Not So Subversive After All: Gay Men’s and Lesbians’ Wills

Arguments in equality litigation, speech in parliamentary hearings, and campaigns to sway public opinion need a simple, punchy message. We’re just like you. Marriage is about love and we love too. Mariage pour tous. As I have observed elsewhere, the end of litigation and political lobbying may open space for research of a particular character. Research unconnected to an immediate political imperative such as the push for equal marriage may have the luxury of asking more questions than it answers. It may challenge or complicate assumptions about what would best deliver equality to a group. With the media spotlight aimed elsewhere, one may even acknowledge a group’s internal diversity and potential fractures – and ask how solidly it hangs together.

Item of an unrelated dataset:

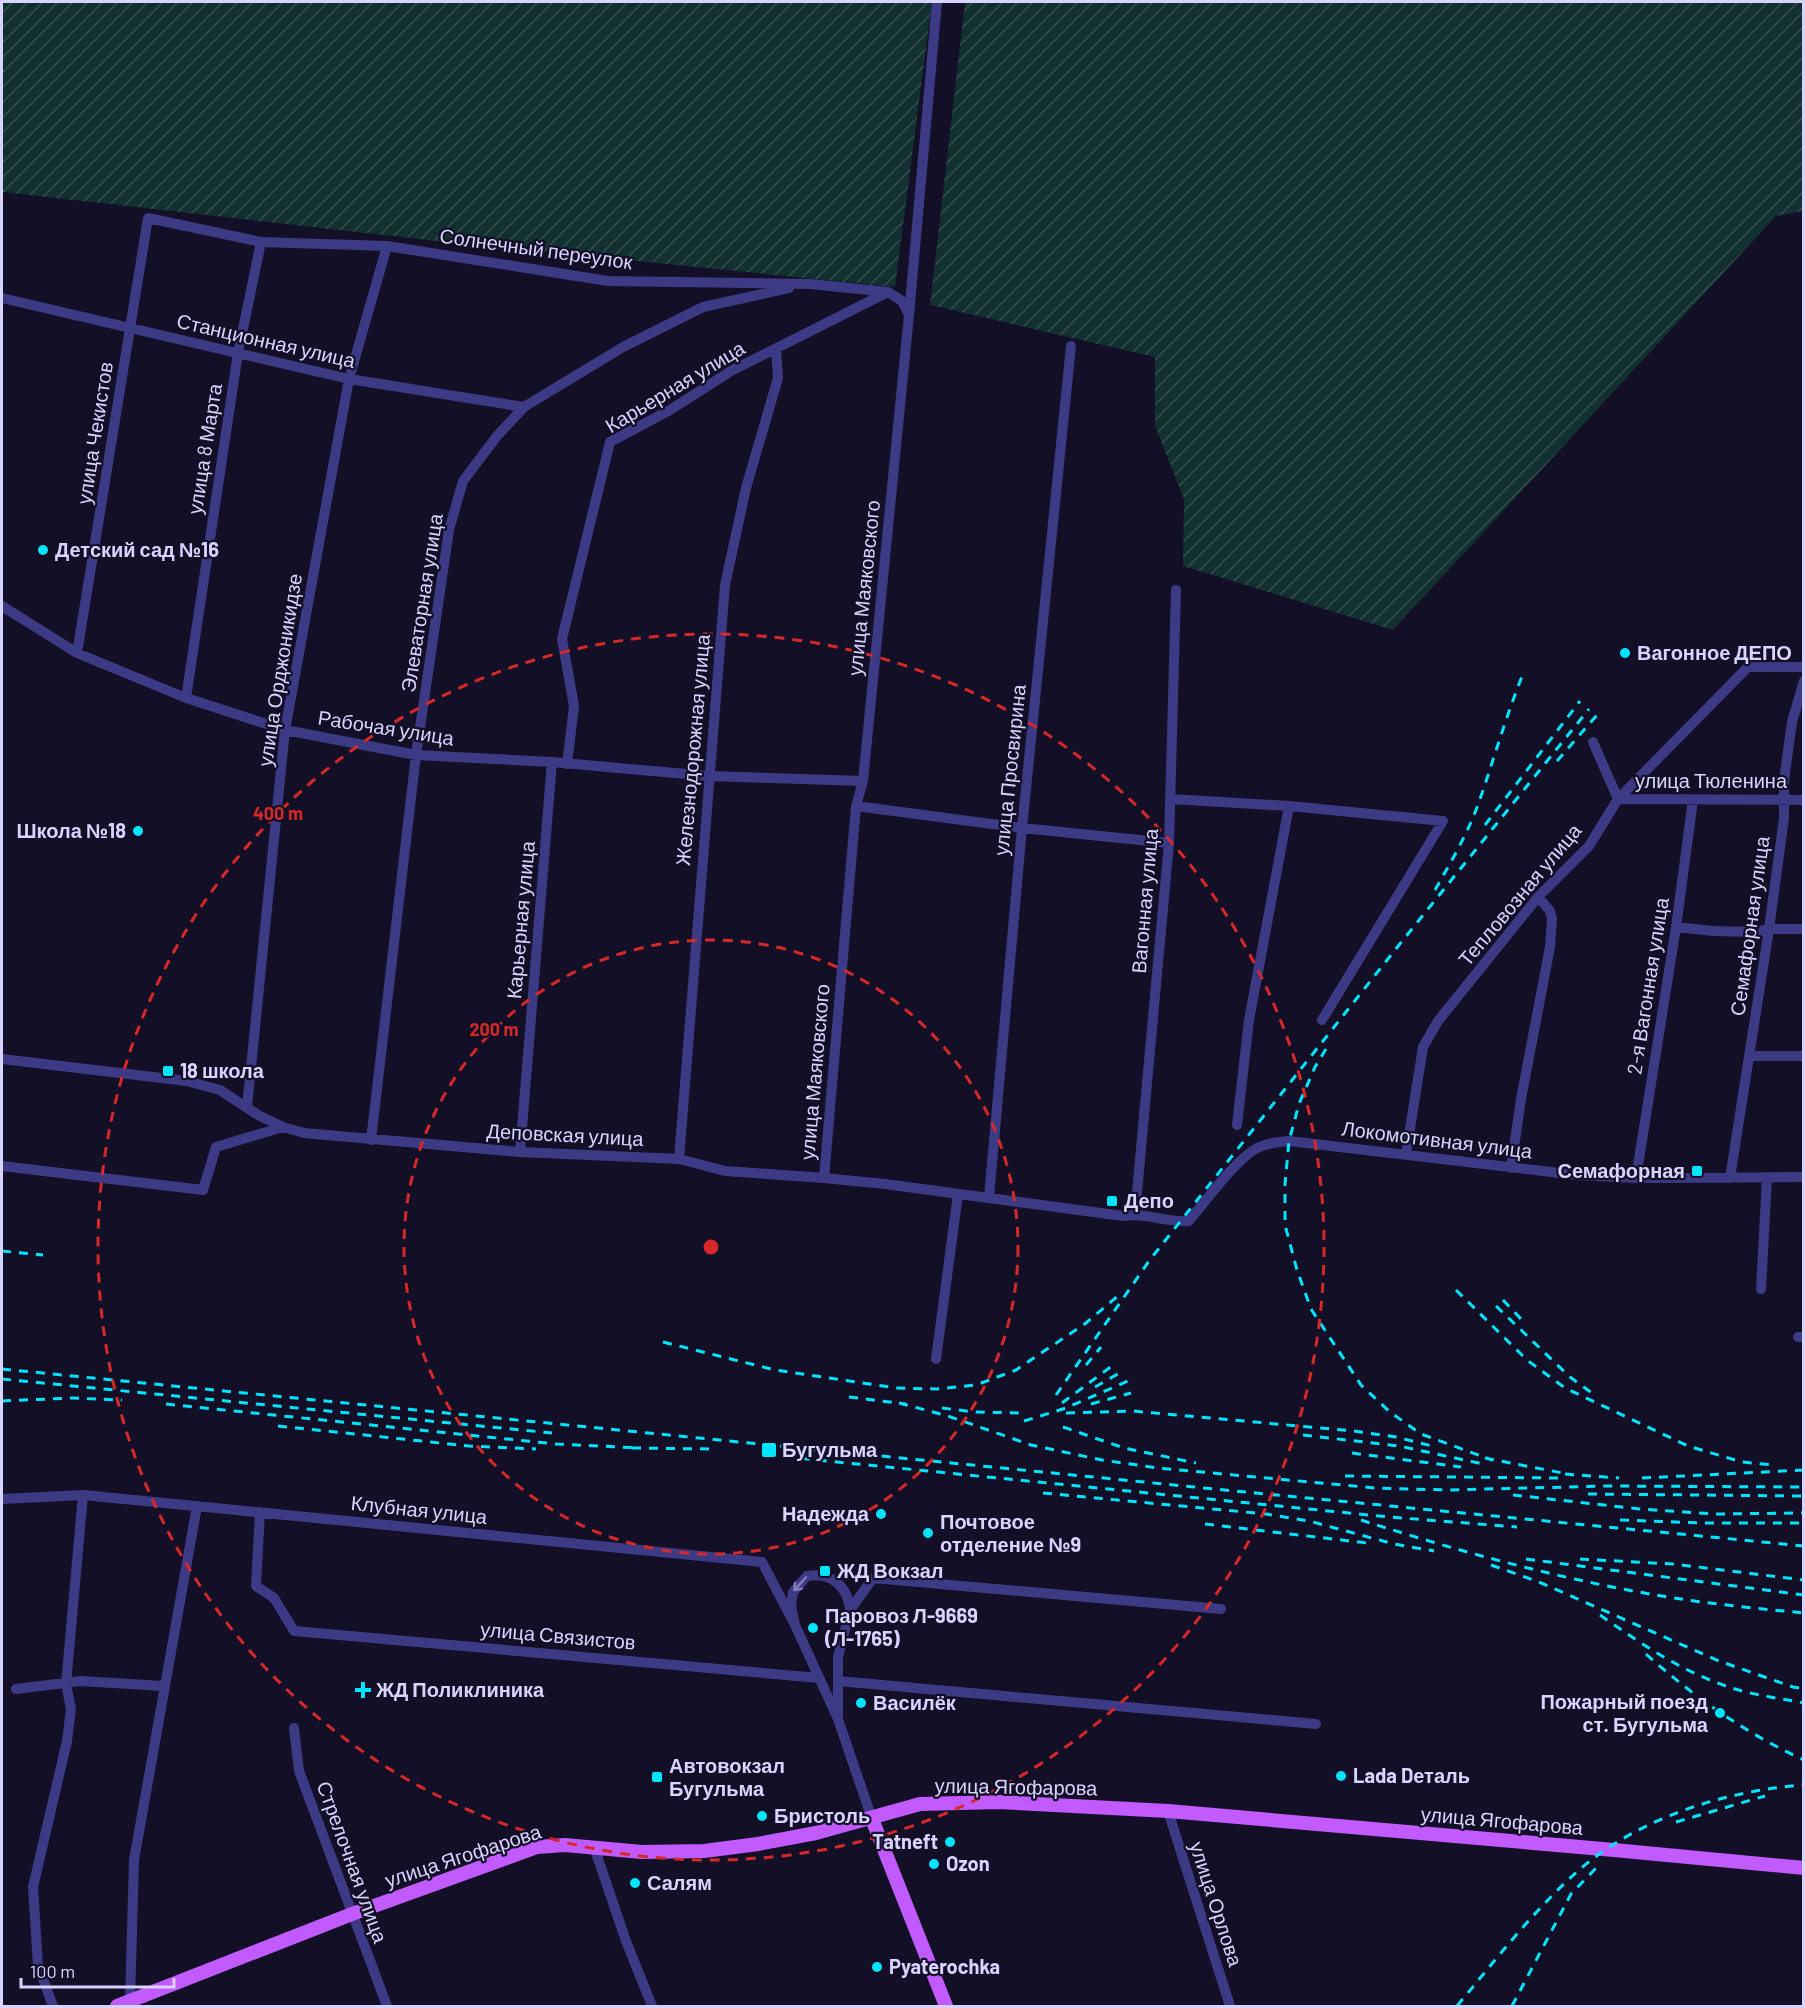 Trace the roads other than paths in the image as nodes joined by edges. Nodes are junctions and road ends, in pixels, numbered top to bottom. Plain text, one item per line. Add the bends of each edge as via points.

Sue Westwood’s lovely paper on wills by older lesbians and gay men occupies this space. With civil partnership around for more than a decade and same-sex marriage enacted in England and Wales (2013), it’s more comfortable to bracket formal equality’s discourse of sameness and ask about difference. Drawn from the wider socio-legal study of Westwood’s doctoral research, the paper presents findings from interviews with 15 older lesbians and gay men. Westwood reports difference between heterosexuals and her research participants and within the latter group. We see distinctions among participants based on class, marital status and family form, and – uncomfortably for those cleaving to the ideal of a single LGBT “community” – sex. A couple of gay respondents admit candidly that their male-centred friendship networks result from avoiding women.

Westwood uses theory to illuminate her findings. The major organizing device is Ray Pahl and Liz Spencer’s nuanced taxonomy that conjugates friends and family in six types of “personal communities” (e.g. friend-like, friend-enveloped, partner-focussed). The principal theoretical current with which Westwood engages, and against which she carefully pushes back, is the anthropological and sociological discourse of Kath Weston and others respecting gay men and lesbians’ “families of choice.” This discourse reads gay and lesbian kinship as based on friendship and voluntarism, free from obligation. With hindsight and sensitivity to the legal situation at the time, it might be fair to attribute exaggeration of gay and lesbian agency in this discourse to an understandable and urgent instinct for political resistance.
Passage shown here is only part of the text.